2:37 am on Apr 22, 2003 (gmt 0)

10+ Year Member



I'm having some problem here. The company that I'm working for has been tricked by affiliate and I'm the one who have to take this action. Suppose we rank #4 for a particular search term for quite sometimes, but when I checked it again last week...YES, we're still at #4 but the url is belong to affiliate!

I clicked on the link, it goes to my company's website directly with affilate ID attached in the URL. I've already reported to Google but nothing! What do you guys recon?

Go60Guy

5:46 pm on Apr 22, 2003 (gmt 0)

WebmasterWorld Senior Member 10+ Year Member



I just came accross the same thing elsewhere. There is obviously a redirect involved. However, I looked at the chached copy, and, in this case, the content is a mirror image of the merchant's home page. I think that's a little underhanded. Its not optimization - simply plagiarism.

If that's your case I would alter your TOS to prohibit it, warn affiliates who are doing it, and dump those who don't comply.

Marcia

2:04 pm on Aug 4, 2003 (gmt 0)

WebmasterWorld Senior Member 10+ Year Member



>>Its not optimization - simply plagiarism.
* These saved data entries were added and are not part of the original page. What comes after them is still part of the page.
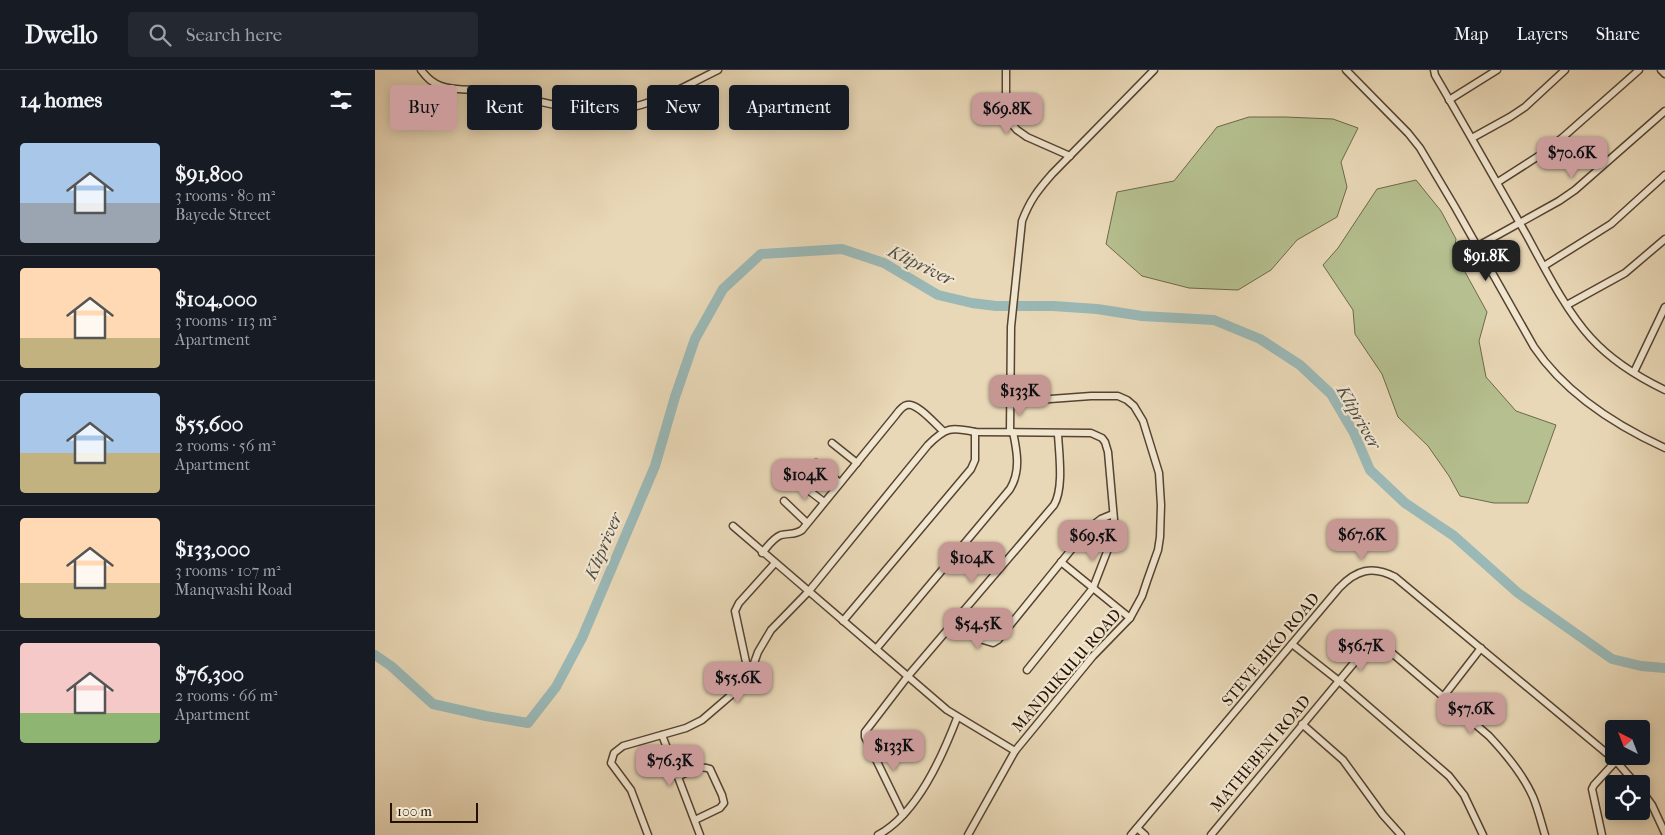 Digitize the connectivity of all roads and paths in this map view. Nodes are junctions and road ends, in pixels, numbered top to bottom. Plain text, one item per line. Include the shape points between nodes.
1 (421, 70) edge
2 (718, 70) edge
3 (1006, 70) edge
4 (1154, 70) edge
5 (1346, 70) edge
6 (1434, 70) edge
7 (1497, 70) edge
8 (1565, 70) edge
9 (1639, 70) edge
10 (1661, 70) edge
11 (1665, 74) edge
12 (1449, 100) junction
13 (1665, 111) edge
14 (1472, 138) junction
15 (1070, 156) junction
16 (1665, 175) edge
17 (1498, 182) junction
18 (1520, 224) junction
19 (1665, 239) edge
20 (1478, 246) junction
21 (1544, 266) junction
22 (1567, 305) junction
23 (1665, 307) edge
24 (1634, 372) junction
25 (1665, 390) edge
26 (1009, 402) junction
27 (943, 431) junction
28 (975, 432) junction
29 (1011, 432) junction
30 (1058, 434) junction
31 (832, 443) dead end
32 (1665, 448) edge
33 (815, 462) dead end
34 (857, 463) junction
35 (799, 483) dead end
36 (840, 483) junction
37 (784, 501) dead end
38 (824, 502) junction
39 (1113, 514) junction
40 (807, 523) junction
41 (733, 526) dead end
42 (762, 552) junction
43 (1061, 562) junction
44 (775, 563) junction
45 (1093, 588) junction
46 (809, 592) junction
47 (1130, 618) junction
48 (956, 620) junction
49 (843, 621) junction
50 (1292, 644) junction
51 (1481, 648) junction
52 (876, 649) junction
53 (1027, 670) dead end
54 (908, 676) junction
55 (749, 677) junction
56 (1339, 681) junction
57 (1443, 697) junction
58 (957, 718) junction
59 (1302, 724) junction
60 (662, 735) junction
61 (1015, 751) junction
62 (1605, 753) edge
63 (1611, 765) edge
64 (1619, 765) edge
65 (1628, 775) edge
66 (678, 777) junction
67 (1650, 802) edge
68 (903, 814) junction
69 (695, 820) junction
70 (1137, 828) junction
71 (1665, 833) edge
72 (649, 835) edge
73 (700, 835) edge
74 (878, 835) edge
75 (968, 835) edge
76 (1131, 835) edge
77 (1145, 835) edge
78 (1211, 835) edge
79 (1401, 835) edge
80 (1483, 835) edge
81 (1545, 835) edge
82 (1602, 835) edge

1 - 2 street via 430,81 449,88 610,110 660,98
3 - 15 street via 1006,106 1011,124 1027,137
4 - 15 street
5 - 20 street via 1416,142
6 - 12 street
7 - 12 street
8 - 14 street via 1525,107
9 - 17 street via 1562,138
10 - 11 street
12 - 14 street
13 - 18 street via 1575,190
14 - 17 street
15 - 26 street via 1038,190 1022,221 1011,327
16 - 21 street via 1611,224
17 - 18 street
18 - 20 street
18 - 21 street
19 - 22 street via 1625,273
20 - 32 street via 1534,347 1554,372 1601,412
21 - 22 street
22 - 24 street via 1592,340
23 - 24 street
24 - 25 street
26 - 29 street
26 - 47 street, MANDUKULU ROAD via 1118,396 1134,406 1143,422 1159,473 1161,522 1158,550 1142,596
27 - 28 street
27 - 34 street via 918,407 908,405 898,412
27 - 46 street
28 - 29 street
28 - 49 street via 975,460 971,469
29 - 30 street
29 - 52 street via 1018,466 1012,486
30 - 39 street via 1091,433 1105,442
30 - 48 street via 1057,499
31 - 34 street
33 - 36 street
34 - 36 street
35 - 38 street
36 - 38 street
37 - 40 street
38 - 40 street
39 - 43 street via 1088,529
39 - 45 street via 1115,531
40 - 42 street via 797,533 776,538
41 - 42 street
42 - 44 street
43 - 45 street
43 - 48 street via 993,643 986,642
44 - 46 street
44 - 55 street via 735,611
45 - 47 street
45 - 53 street
46 - 49 street
46 - 55 street via 771,630
47 - 61 street, MANDUKULU ROAD via 1093,656
48 - 54 street
49 - 52 street
50 - 51 street, STEVE BIKO ROAD via 1343,583 1359,573 1373,570 1395,577
50 - 56 street
50 - 70 street, STEVE BIKO ROAD
51 - 57 street
51 - 62 street, STEVE BIKO ROAD
52 - 54 street
54 - 58 street
54 - 68 street via 864,734
55 - 60 street via 702,720
56 - 57 street, MATHEBENI ROAD via 1364,652 1380,647 1392,653
56 - 59 street, MATHEBENI ROAD
56 - 80 street via 1455,782 1465,795
57 - 81 street via 1489,736 1512,762 1534,799
58 - 61 street
58 - 68 street via 929,777
59 - 78 street, MATHEBENI ROAD
59 - 79 street via 1347,764
60 - 66 street
60 - 72 street via 623,746 617,749 611,760 631,790
61 - 75 street, MANDUKULU ROAD
63 - 82 street via 1592,790
64 - 65 street, STEVE BIKO ROAD
66 - 69 street
66 - 69 street via 697,768 708,768 722,795 724,803 720,808
67 - 71 street
68 - 74 street
69 - 73 street
70 - 76 street, STEVE BIKO ROAD
70 - 77 street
Which is illegal. I don't see how it can be looked at as the affiliate's site ranking higher when they have no site. Whose content is it? Who owns the copyright to the page that's got the ranking? What part of the page that's ranking did the affiliate create?

danny

2:15 pm on Aug 4, 2003 (gmt 0)

WebmasterWorld Senior Member 10+ Year Member



Isn't this quite normal? I often find that the Amazon URLs that rank highest on a title search have a referer code in them - presumably because the affiliate page has a high PR.

alxdean

2:15 pm on Aug 4, 2003 (gmt 0)

10+ Year Member



I agree with Marcia,
The tactic used is below the belt. So low it makes me really furious that some people actually think they can get away with it.
Also I am astonished at the amount of replies on this thread about how it is legit and that the merchant is being a pussy about an affilliate ranking higher.
It is simple. The affiliate is hijacking the google listing with their higher PR and a redirect, causing google to discard the original from the database and then charging the merchant for the clicks. This is plain fraud.

Thanks shadi for that great idea on how to fix the issue, as it will not be easy for the merchant to fix the problem with the current page in place. using a special affiliate page which is not indexed by google will solve this problem once and for all, as nobody will be able to hijack the SERP listing that way. Just make sure that you only pay affiliate cicks that enter on that page and not site-wide or you'll be at square one again.

Also if legit affiliates get better placement with THEIR OWN WEBSITE, then good, because that is the whole idea!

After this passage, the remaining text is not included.